The US space agency asked companies on Thursday how they could extend the life of the Hubble Space Telescope.

Why is this important?

Hubble was launched in 1990 and has since made a major contribution to astronomical research. But the height of the telescope’s orbit, about 535 kilometers above the Earth’s surface, is slowly but surely deteriorating. When space shuttles were still in use, this orbit could still be corrected, but since that program ended, Hubble has been left to fend for itself.

The essentials: NASA wants Hubble’s orbit restored.

  • NASA issued a “Request For Information” (RFI) on Thursday. This is a formal request to collect information from potential suppliers of goods or services.
  • In this context, private companies are encouraged to take advantage of their commercial satellite maintenance services by putting Hubble back into orbit.
  • The space agency wants technical information about mission planning from interested companies. They must also conduct a risk analysis as well as an assessment to determine the chances of success for the mission.

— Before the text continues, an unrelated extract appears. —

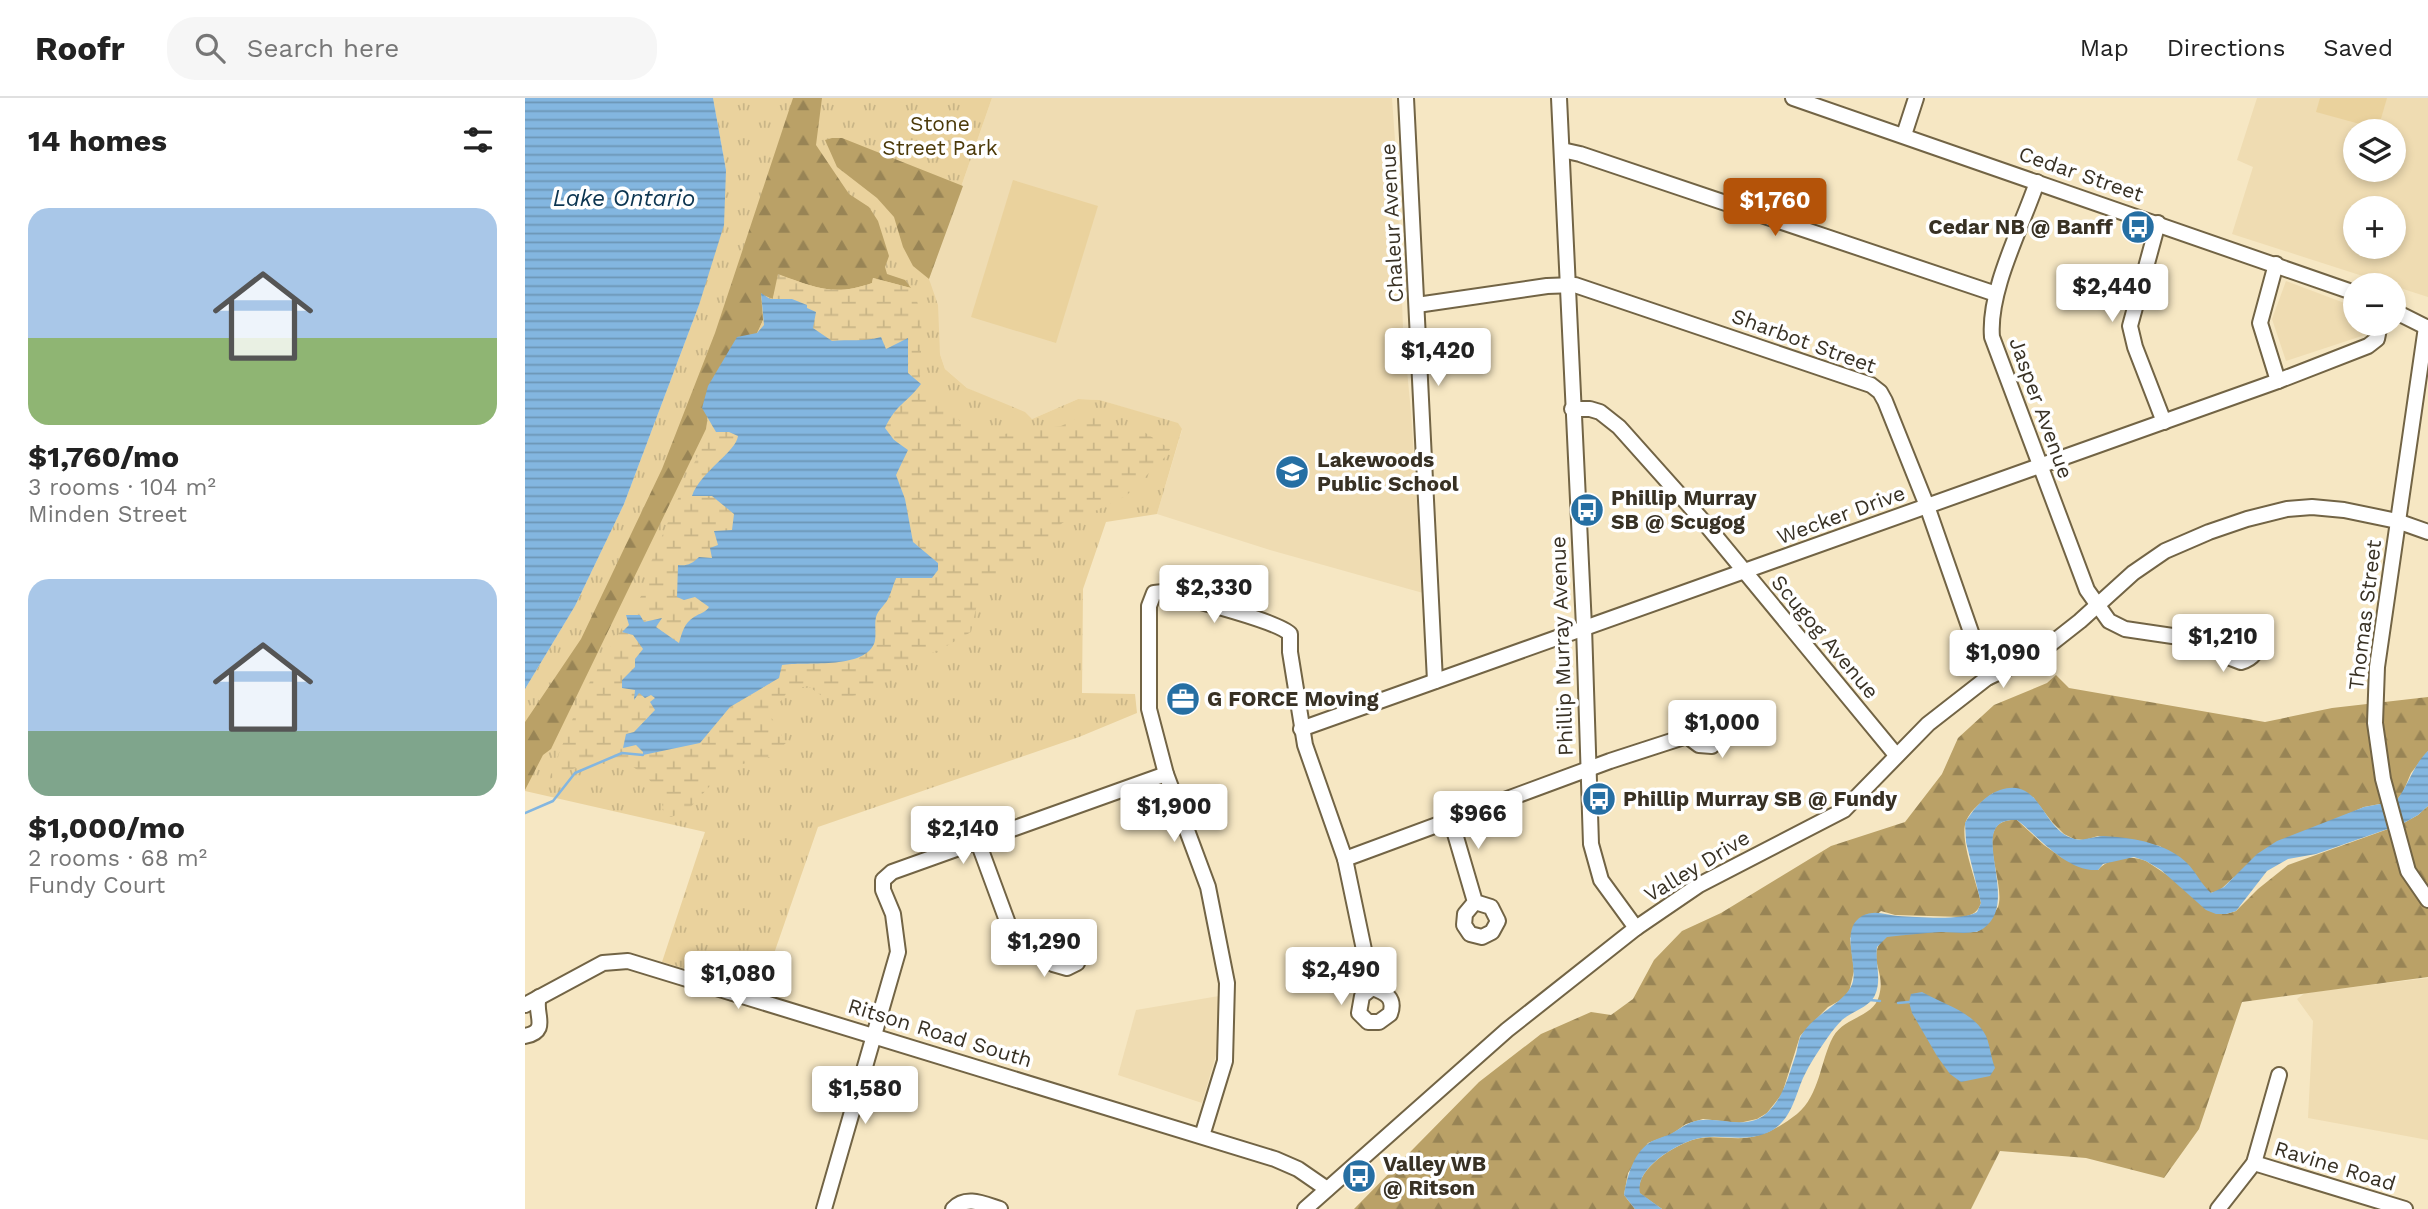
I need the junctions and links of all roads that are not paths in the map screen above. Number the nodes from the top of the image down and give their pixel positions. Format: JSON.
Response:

Another noteworthy fact: the space agency states that interested companies must cover the costs of the mission themselves to prove that their plan is effective.

  • The RFI will be part of a wider strategy to support satellite maintenance services. It would also allow aging government satellites to have a longer lifespan.
  • “With a growing commercial industry developing and maturing space technologies and capabilities, NASA is committed to working with commercial entities to demonstrate how they can operate and provide services in space,” NASA said. space agency in the announcement.
  • Earlier this year, NASA had already announced that it was working with SpaceX to see if the company could fly a mission to Hubble. However, it is not known whether this would happen. At the time, NASA said it was open to partnering with other companies.
  • However, until the publication of the RFI on Thursday, there was no formal mechanism to promote this cooperation. The space agency then only talked about a “non-exclusive” deal with SpaceX, meaning other companies could submit their own proposals.

And now : companies can submit their proposals until January 24. It is unclear when a mission will be flown next, but the space agency has revealed that Hubble’s orbit will drop dangerously low in 2025, complicating any mission. If nothing is done, the telescope will enter the atmosphere within the next decade and burn up there.